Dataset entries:
++++++++++++++++++++

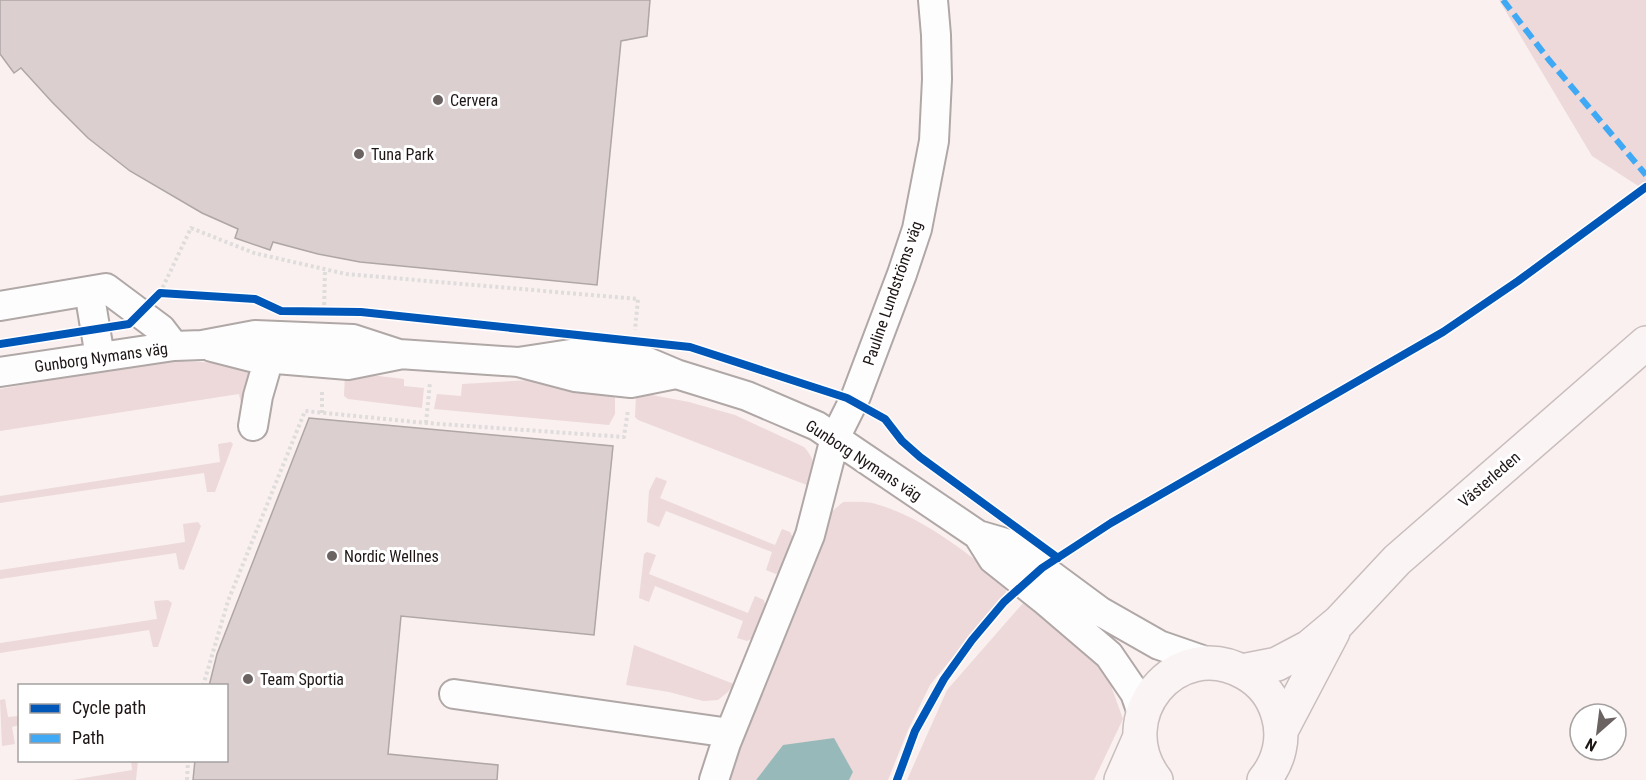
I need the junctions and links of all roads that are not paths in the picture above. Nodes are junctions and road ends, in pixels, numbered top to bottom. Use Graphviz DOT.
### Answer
graph roads {
  1 [pos="933,0"];
  2 [pos="98,290"];
  3 [pos="0,306"];
  4 [pos="1646,343"];
  5 [pos="188,345"];
  6 [pos="399,354"];
  7 [pos="100,357"];
  8 [pos="268,358"];
  9 [pos="0,372"];
  10 [pos="253,426"];
  11 [pos="835,438"];
  12 [pos="978,535"];
  13 [pos="1339,622"];
  14 [pos="1211,663"];
  15 [pos="1242,671"];
  16 [pos="454,694"];
  17 [pos="1141,726"];
  18 [pos="1281,731"];
  19 [pos="730,733"];
  20 [pos="714,780"];
  21 [pos="1121,780"];
  22 [pos="1156,780"];
  23 [pos="1264,780"];
  1 -- 11 [label="street, Pauline Lundströms väg"];
  2 -- 3 [label="street"];
  2 -- 5 [label="street"];
  2 -- 7 [label="street"];
  4 -- 13 [label="main road, Västerleden"];
  5 -- 6 [label="street, Gunborg Nymans väg"];
  5 -- 7 [label="street, Gunborg Nymans väg"];
  5 -- 8 [label="street, Gunborg Nymans väg"];
  6 -- 8 [label="street, Gunborg Nymans väg"];
  6 -- 11 [label="street, Gunborg Nymans väg"];
  7 -- 9 [label="street, Gunborg Nymans väg"];
  8 -- 10 [label="street"];
  11 -- 12 [label="street, Gunborg Nymans väg"];
  11 -- 19 [label="street, Pauline Lundströms väg"];
  12 -- 14 [label="street, Gunborg Nymans väg"];
  12 -- 17 [label="street, Gunborg Nymans väg"];
  13 -- 15 [label="main road, Västerleden"];
  13 -- 18 [label="main road, Västerleden"];
  14 -- 15 [label="main road"];
  14 -- 17 [label="main road"];
  15 -- 18 [label="main road"];
  16 -- 19 [label="street"];
  17 -- 21 [label="main road"];
  17 -- 22 [label="main road"];
  18 -- 23 [label="main road"];
  19 -- 20 [label="street, Pauline Lundströms väg"];
}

++++++++++++++++++++

• TASK GOAL
In the entries above, count each line with "roads"; reply with the total only.

• TASK RESPONSE
2